[Haskell-cafe] help with Haskell performance

Sat Nov 7 16:08:41 EST 2009

Hi all,

The task I'm trying to accomplish:

Given a log file containing several lines of white space delimited entries like this:

[Sat Oct 24 08:12:37 2009] [error] GET /url1 HTTP/1.1]: Requested URI does not exist
[Sat Oct 24 08:12:37 2009] [error] GET /url2 HTTP/1.0]: Requested URI does not exist
[Sat Oct 24 08:12:37 2009] [error] GET /url1 HTTP/1.1]: Requested URI does not exist
[Sat Oct 24 12:12:37 2009] [error] GET /url1 HTTP/1.1]: Requested URI does not exist

filter lines that match the string " 08:", extract the 6th, 7th and 8th words from that line, group all lines that have the the same resulting string, do a count on them and sort the result in descending order of counts and print it out. So in the example above we'd end up with an output like this:

("GET /url1 HTTP/1.1]:", 2)
("GET /url2 HTTP/1.0]:", 1)

Seems pretty straightforward, so I wrote a simple perl script to achieve this task (see the bottom of this email).

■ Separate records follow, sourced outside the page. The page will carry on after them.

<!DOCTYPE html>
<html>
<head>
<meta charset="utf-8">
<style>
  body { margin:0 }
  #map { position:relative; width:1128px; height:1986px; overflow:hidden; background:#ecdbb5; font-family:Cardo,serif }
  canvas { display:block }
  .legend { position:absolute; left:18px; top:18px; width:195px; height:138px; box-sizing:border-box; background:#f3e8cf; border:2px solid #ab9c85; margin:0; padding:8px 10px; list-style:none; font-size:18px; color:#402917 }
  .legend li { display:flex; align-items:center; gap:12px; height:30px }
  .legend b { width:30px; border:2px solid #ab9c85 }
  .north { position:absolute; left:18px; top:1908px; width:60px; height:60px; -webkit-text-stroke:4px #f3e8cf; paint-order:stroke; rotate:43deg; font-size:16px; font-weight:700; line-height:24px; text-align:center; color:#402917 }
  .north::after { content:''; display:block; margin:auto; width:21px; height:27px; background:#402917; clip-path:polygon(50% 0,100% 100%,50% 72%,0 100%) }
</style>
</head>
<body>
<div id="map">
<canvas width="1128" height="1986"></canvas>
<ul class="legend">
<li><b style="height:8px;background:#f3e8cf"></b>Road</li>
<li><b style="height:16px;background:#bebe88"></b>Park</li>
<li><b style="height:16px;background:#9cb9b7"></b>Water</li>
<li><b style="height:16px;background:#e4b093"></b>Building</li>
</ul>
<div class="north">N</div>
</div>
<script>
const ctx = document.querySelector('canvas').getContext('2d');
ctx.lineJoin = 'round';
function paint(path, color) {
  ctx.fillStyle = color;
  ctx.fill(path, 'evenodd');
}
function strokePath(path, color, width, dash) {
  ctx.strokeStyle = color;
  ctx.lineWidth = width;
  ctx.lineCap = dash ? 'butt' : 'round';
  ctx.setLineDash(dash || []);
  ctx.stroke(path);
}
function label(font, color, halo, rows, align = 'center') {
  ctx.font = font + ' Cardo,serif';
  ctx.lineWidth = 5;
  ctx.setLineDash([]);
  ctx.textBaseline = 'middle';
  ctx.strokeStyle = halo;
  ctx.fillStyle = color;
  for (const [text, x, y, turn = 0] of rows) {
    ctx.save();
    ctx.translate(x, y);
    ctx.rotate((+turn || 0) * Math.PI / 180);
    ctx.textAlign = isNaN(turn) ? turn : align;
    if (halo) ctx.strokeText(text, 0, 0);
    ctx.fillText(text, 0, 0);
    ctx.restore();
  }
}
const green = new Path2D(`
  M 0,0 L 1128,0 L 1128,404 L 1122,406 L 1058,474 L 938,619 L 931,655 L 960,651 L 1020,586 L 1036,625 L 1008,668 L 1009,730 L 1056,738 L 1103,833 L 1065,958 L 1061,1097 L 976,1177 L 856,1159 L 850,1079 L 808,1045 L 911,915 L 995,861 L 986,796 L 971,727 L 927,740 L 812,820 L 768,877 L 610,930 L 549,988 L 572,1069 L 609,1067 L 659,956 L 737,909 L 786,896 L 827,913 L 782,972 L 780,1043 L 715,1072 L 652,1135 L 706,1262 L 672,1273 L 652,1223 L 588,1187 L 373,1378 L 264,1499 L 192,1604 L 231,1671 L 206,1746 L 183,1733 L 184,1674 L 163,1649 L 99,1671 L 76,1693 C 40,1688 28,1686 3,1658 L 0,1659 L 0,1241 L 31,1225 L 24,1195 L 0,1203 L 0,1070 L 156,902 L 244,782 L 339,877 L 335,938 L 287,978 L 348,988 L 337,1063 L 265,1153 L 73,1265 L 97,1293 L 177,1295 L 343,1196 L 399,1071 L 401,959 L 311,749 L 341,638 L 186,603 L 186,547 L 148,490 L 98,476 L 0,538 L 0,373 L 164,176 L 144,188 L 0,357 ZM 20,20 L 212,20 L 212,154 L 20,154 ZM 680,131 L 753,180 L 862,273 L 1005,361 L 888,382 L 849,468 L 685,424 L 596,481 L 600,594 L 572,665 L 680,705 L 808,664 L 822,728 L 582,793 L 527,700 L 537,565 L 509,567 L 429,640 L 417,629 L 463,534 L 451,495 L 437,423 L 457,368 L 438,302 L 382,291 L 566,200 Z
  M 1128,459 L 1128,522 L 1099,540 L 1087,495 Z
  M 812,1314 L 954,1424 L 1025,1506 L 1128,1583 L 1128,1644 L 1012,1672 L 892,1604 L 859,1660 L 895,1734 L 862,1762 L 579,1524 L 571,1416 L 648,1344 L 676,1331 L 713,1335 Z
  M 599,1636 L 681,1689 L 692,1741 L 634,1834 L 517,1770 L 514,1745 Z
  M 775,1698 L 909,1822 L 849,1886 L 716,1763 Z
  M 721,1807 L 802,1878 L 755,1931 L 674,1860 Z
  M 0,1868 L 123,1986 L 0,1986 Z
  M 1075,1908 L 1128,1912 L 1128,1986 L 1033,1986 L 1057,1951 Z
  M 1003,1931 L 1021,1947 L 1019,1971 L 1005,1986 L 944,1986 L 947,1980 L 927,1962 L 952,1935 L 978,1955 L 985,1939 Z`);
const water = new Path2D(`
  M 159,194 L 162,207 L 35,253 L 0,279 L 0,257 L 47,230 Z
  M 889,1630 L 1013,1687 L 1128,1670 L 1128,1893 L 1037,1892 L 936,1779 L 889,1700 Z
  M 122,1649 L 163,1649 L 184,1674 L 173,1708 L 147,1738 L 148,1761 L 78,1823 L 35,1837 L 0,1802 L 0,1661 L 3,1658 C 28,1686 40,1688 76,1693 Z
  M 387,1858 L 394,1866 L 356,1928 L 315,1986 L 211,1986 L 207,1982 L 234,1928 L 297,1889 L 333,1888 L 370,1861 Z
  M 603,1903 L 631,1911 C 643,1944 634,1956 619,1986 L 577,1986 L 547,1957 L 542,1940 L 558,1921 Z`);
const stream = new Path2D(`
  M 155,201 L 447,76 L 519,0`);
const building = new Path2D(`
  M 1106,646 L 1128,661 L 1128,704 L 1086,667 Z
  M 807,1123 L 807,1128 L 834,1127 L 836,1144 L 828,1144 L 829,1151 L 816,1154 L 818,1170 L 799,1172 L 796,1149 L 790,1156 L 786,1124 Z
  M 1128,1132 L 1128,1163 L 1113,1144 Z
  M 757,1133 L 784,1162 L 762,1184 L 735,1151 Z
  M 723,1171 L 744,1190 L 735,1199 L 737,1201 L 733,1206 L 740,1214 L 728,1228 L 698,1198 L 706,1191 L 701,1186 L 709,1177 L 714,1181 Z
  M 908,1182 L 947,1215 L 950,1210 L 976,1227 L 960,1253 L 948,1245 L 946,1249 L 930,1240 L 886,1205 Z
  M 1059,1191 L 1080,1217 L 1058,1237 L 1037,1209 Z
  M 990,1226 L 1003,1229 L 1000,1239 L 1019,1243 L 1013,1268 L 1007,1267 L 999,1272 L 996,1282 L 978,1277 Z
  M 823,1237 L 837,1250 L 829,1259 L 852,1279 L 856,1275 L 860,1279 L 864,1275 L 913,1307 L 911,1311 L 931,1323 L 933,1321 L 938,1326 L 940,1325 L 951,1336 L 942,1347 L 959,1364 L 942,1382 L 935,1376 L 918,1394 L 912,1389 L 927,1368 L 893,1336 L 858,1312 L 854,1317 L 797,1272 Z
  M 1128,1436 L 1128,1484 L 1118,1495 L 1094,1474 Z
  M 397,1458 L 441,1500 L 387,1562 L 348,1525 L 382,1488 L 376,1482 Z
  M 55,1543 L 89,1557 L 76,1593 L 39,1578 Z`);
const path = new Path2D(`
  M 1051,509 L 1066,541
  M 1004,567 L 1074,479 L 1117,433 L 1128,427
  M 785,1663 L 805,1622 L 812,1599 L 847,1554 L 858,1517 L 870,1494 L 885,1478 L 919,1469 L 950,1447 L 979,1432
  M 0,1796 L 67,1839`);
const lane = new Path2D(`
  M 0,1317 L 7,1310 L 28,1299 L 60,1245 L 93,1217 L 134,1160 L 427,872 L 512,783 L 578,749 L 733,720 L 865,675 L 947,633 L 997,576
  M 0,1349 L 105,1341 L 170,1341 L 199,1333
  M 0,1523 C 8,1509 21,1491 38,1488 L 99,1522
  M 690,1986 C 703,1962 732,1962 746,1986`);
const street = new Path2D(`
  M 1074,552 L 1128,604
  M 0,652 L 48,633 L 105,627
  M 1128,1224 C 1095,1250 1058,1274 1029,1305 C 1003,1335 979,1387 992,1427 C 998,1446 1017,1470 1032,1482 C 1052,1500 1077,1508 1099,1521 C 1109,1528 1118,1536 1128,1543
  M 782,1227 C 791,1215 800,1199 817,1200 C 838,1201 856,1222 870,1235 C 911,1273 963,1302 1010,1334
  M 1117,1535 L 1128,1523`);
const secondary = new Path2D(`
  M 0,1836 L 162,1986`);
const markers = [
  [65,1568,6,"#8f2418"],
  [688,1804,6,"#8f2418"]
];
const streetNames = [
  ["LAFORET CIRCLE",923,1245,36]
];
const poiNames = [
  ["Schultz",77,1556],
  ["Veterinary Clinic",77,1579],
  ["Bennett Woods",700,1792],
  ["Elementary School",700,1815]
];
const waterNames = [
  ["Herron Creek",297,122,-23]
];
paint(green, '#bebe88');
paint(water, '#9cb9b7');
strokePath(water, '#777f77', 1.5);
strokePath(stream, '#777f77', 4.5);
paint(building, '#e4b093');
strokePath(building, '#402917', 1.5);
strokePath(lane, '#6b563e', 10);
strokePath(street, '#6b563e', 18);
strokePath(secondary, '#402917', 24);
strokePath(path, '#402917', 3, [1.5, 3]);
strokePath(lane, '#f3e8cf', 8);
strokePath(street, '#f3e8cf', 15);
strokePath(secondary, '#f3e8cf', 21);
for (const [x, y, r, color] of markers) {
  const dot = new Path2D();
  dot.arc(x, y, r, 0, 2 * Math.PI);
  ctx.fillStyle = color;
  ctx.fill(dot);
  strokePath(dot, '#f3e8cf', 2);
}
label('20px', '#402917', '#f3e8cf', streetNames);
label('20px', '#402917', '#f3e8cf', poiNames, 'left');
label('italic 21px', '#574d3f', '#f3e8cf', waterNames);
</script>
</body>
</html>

The input file is 335 MB in size and contains about 2 million log line entires in it. The perl script does a pretty decent job and finishes in about 3 seconds.

Now the interesting part. I decided to implememt this in Haskell (being my favorite language and all) and ended up with the following code:

--- begin haskell code ---

import Text.Regex.Posix ( (=~) )
import qualified Data.List as List  
import qualified Data.Map as Map
import qualified Data.ByteString.Lazy.Char8 as LB

main = do
  contents <- LB.readFile "log_file"
  putStr . unlines . map ( show . (\(x, y) -> ((LB.unpack x), y)) ) .
    -- create a Map grouping & counting matching tokens and sort based on the counts
    List.sortBy (\(_, x) (_, y) -> y `compare` x) . Map.toList . Map.fromListWith (+) . filtertokens .
    LB.lines $ contents
  where filtertokens = foldr (\x acc -> if (f x) then ((g x) : acc) else acc) []
          -- filter lines starting with " 08:"
          where f = (=~ " 08:") . LB.unpack
                -- extract tokens 6, 7 & 8 and create an association list like so ("GET /url2 HTTP/1.0]:", 1)
                g line = flip (,) 1 . LB.unwords . map (xs !!) $ [6, 7, 8] where xs = LB.words line

--- end haskell code ---

This haskell implementation takes a whopping 27 seconds to complete! About 9 times slower than the perl version! I'm using ghc 6.10.4, compiling with -O2 and even went to the extent of fusing an adjacent map and filter using a foldr like so: map f (filter g) => foldr ( if g x then f x ... ), fusing adjacents maps etc. Still the same result.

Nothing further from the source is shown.